Will Stancil, over the last few months, has found himself as the main character of a long running fight on Twitter. He is in a Sisyphean struggle to convince people that the US economy - where virtually all economic indicators are strong, are trending in a positive direction, and are significantly better than peer countries - is in fact a good economy. And people are furious that he believes the economy is good. He gets dozens of incandescently irate replies to each post, berating him for this belief.
But he’s not wrong. The US economy is doing great by any objective measure right now. The unemployment rate is at historic lows. Job growth is strong. Real GDP and real wages1 are growing. And the fastest growth is happening at the lower end of incomes, which means inequality is shrinking. The stock market is up. Inflation, which admittedly has been high for several years, is now back down near the target of 2%. You can keep looking for a ‘but actually’ statistic that looks bad, but unless you reach for something obscure and weird you’re not going to find it. Things are just good!

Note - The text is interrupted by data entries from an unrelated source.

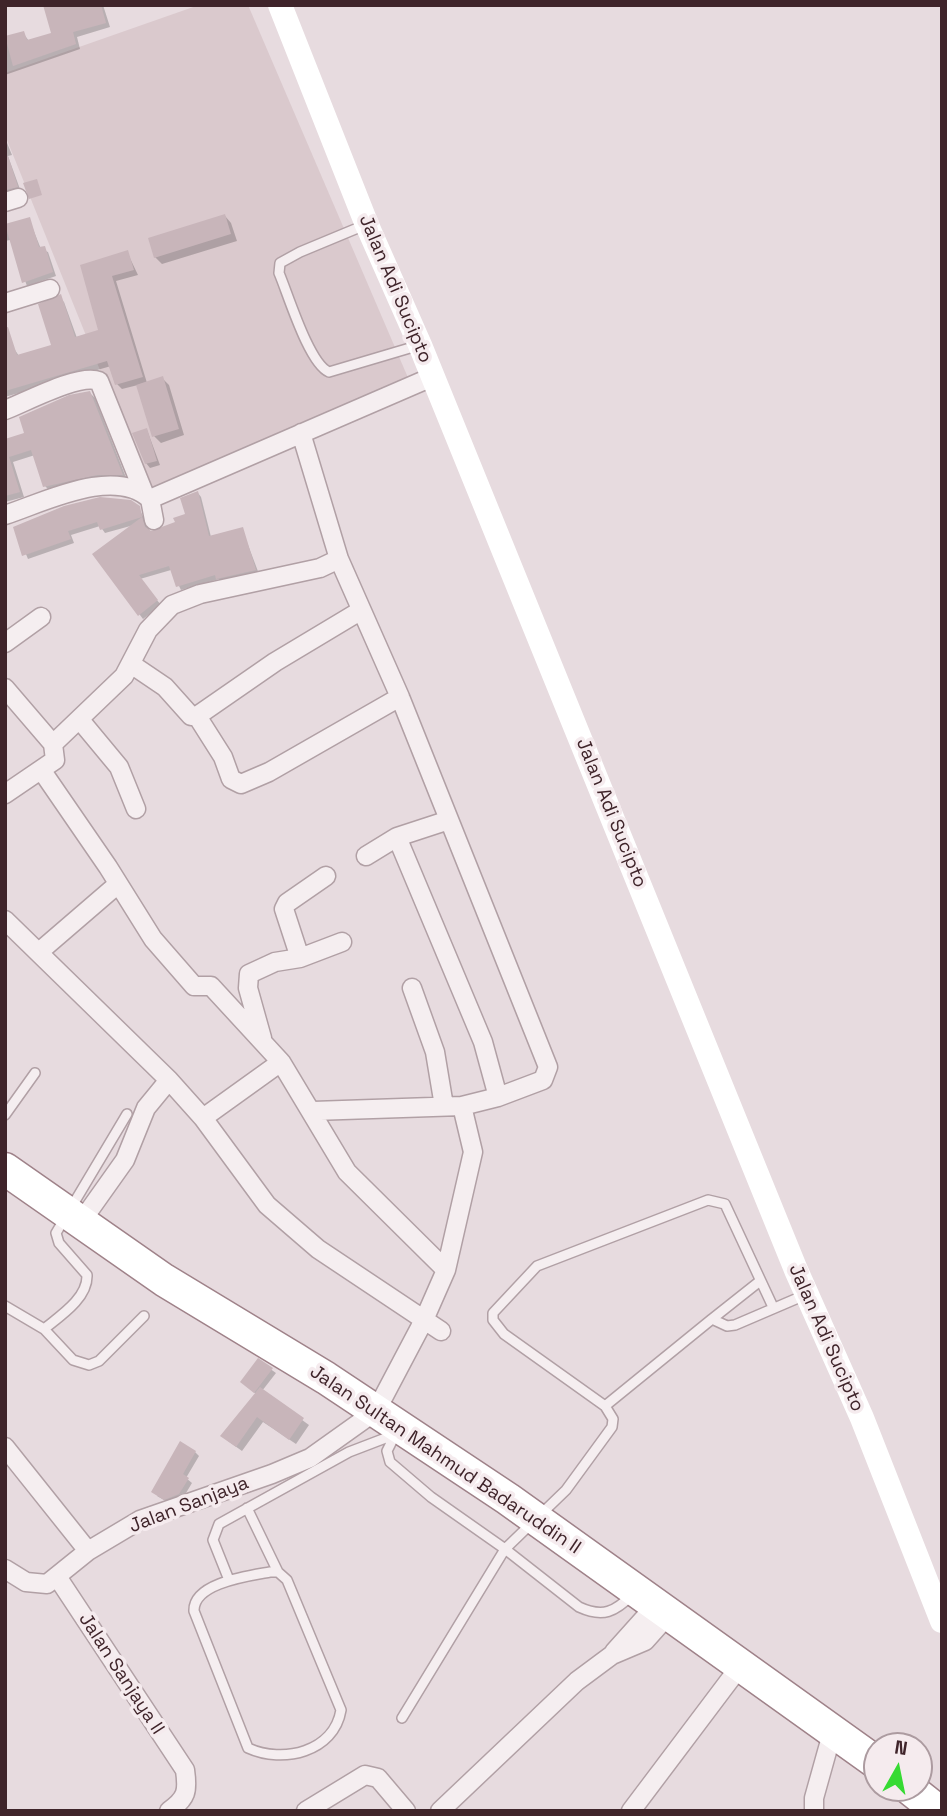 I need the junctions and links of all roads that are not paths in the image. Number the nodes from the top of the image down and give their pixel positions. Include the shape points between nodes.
1 (280, 5) edge
2 (367, 225) junction
3 (50, 289) dead end
4 (5, 303) edge
5 (420, 345) junction
6 (432, 377) junction
7 (5, 410) edge
8 (300, 433) junction
9 (147, 496) junction
10 (5, 515) edge
11 (154, 520) dead end
12 (339, 559) junction
13 (360, 611) junction
14 (41, 617) dead end
15 (5, 643) edge
16 (131, 664) junction
17 (400, 696) junction
18 (9, 700) edge
19 (197, 716) junction
20 (80, 720) junction
21 (54, 744) junction
22 (42, 771) junction
23 (5, 794) edge
24 (136, 809) dead end
25 (449, 820) junction
26 (397, 836) junction
27 (366, 856) dead end
28 (326, 876) dead end
29 (118, 884) junction
30 (5, 920) edge
31 (342, 942) dead end
32 (38, 952) junction
33 (300, 958) junction
34 (412, 988) dead end
35 (262, 1038) junction
36 (281, 1062) junction
37 (35, 1073) dead end
38 (169, 1080) junction
39 (498, 1097) junction
40 (453, 1106) junction
41 (313, 1111) junction
42 (127, 1114) dead end
43 (5, 1115) edge
44 (202, 1118) junction
45 (5, 1169) edge
46 (75, 1218) junction
47 (446, 1270) junction
48 (760, 1281) junction
49 (806, 1294) junction
50 (5, 1306) edge
51 (773, 1307) junction
52 (144, 1316) dead end
53 (712, 1319) junction
54 (425, 1320) junction
55 (44, 1329) junction
56 (441, 1331) dead end
57 (605, 1406) junction
58 (391, 1425) junction
59 (5, 1447) edge
60 (247, 1508) junction
61 (536, 1518) junction
62 (505, 1549) junction
63 (88, 1551) junction
64 (5, 1569) edge
65 (278, 1572) junction
66 (58, 1578) junction
67 (229, 1580) junction
68 (655, 1602) junction
69 (942, 1621) edge
70 (741, 1665) junction
71 (401, 1718) dead end
72 (833, 1730) junction
73 (863, 1752) edge
74 (169, 1811) edge
75 (306, 1811) edge
76 (406, 1811) edge
77 (440, 1811) edge
78 (631, 1811) edge
79 (814, 1811) edge

1 - 2 street, Jalan Adi Sucipto
2 - 5 street, Jalan Adi Sucipto
2 - 5 lane via 280,263 279,272 312,352 319,367 329,372
3 - 4 street
5 - 6 street, Jalan Adi Sucipto
6 - 8 street
6 - 49 street, Jalan Adi Sucipto
7 - 9 street via 69,384 99,381
8 - 9 street
8 - 12 street
9 - 10 street via 102,484
9 - 11 street
12 - 13 street
12 - 16 street via 320,568 200,594 172,605 148,629
13 - 17 street
13 - 19 street
14 - 15 street
16 - 19 street via 165,687 191,716
16 - 20 street
17 - 19 street via 241,784 231,779
17 - 25 street
18 - 21 street
20 - 21 street
20 - 24 street via 119,767
21 - 22 street via 55,760
22 - 23 street
22 - 29 street
25 - 26 street
25 - 39 street via 548,1067 543,1080
26 - 27 street
26 - 39 street via 483,1042
28 - 33 street via 284,909
29 - 32 street
29 - 35 street via 153,939 190,982 211,986
30 - 32 street
31 - 33 street
32 - 38 street
33 - 35 street via 275,962 249,974 248,988
34 - 40 street
35 - 36 street
36 - 41 street
36 - 44 street
37 - 43 lane
38 - 44 street
38 - 46 street via 146,1108 125,1160
39 - 40 street
40 - 41 street
40 - 47 street via 473,1152
41 - 47 street via 347,1172
42 - 46 lane
44 - 54 street via 267,1205 318,1249
45 - 46 highway, Jalan Sultan Mahmud Badaruddin II
46 - 55 lane via 56,1238 87,1275 87,1283 72,1306
46 - 58 highway, Jalan Sultan Mahmud Badaruddin II via 164,1280 326,1377
47 - 54 street
48 - 51 lane
48 - 53 lane
48 - 57 lane via 725,1204 719,1200 708,1200 537,1266 493,1313 495,1326
49 - 51 lane
49 - 69 street, Jalan Adi Sucipto via 862,1418
50 - 55 lane
51 - 53 lane via 735,1325
52 - 55 lane via 99,1361 89,1365 73,1360
53 - 57 lane
54 - 56 street
54 - 58 street
57 - 61 lane via 612,1427 578,1476
58 - 60 lane
58 - 61 highway, Jalan Sultan Mahmud Badaruddin II
58 - 62 lane via 390,1462
58 - 63 street, Jalan Sanjaya via 272,1474 140,1520
59 - 63 street
60 - 65 lane
60 - 67 lane via 219,1524 214,1532 215,1551
61 - 62 lane
61 - 68 highway, Jalan Sultan Mahmud Badaruddin II
62 - 68 lane via 593,1614
62 - 71 lane
63 - 66 street, Jalan Sanjaya
64 - 66 street via 37,1584
65 - 67 lane
65 - 67 lane via 287,1580 341,1710 339,1724 328,1737 291,1757 266,1757 248,1748 194,1611 198,1595
66 - 74 street, Jalan Sanjaya II via 185,1770 188,1791
68 - 70 highway, Jalan Sultan Mahmud Badaruddin II
68 - 77 street via 645,1641 612,1655 578,1681
70 - 72 highway, Jalan Sultan Mahmud Badaruddin II
70 - 78 street
72 - 73 highway, Jalan Sultan Mahmud Badaruddin II
72 - 79 street
75 - 76 street via 365,1774 378,1778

If you look at the chart below, not only is everything doing pretty great, it’s also all moved in a positive direction from 2019 (with the pre-COVID economy as the fair comparison point).
And yet virtually nobody believes this. The Federal Reserve’s consumer sentiment tracker shows that confidence in the economy has fallen off a cliff. Sentiment is as low as it was in the depths of the Great Recession in 2009. Polling shows that people are even more pessimistic today than they were in August 2020, when huge chunks of the economy were literally shut down because of the pandemic.
Everything is great, but nobody believes it. What the hell is going on here?
The Ubiquity of Doom
This isn’t just a story about how people view the economy.
Let’s think about climate change. It’s a serious problem, and we have a lot of work to do in order to mitigate the harms that it will cause. But for a huge number of young people climate change isn’t an issue that’s serious but solvable - it’s the end of human civilization. According a survey from The Lancet, more than half of young people think ‘humanity is doomed’ due to climate change. The leaders of the young climate movement are posting videos titled Advice To Young People As They Face Annihilation.
Climate science does not support the idea that humanity is doomed or facing ‘annihilation’. But many people, especially young people, believe it anyway.
Or consider the broader fight for civil rights. Viewed over the timespan of decades, LGBT rights and rights for racial minorities have made tremendous progress. You could certainly argue there’s more work to do, but it seems undeniable that things have improved compared to previous generations.
Which makes posts like this one confusing:
The context, briefly: Katya is a famous drag queen who voices pro-Palestinian positions on social media. In response, people have pointed out that gay people/drag queens are systematically killed in Gaza.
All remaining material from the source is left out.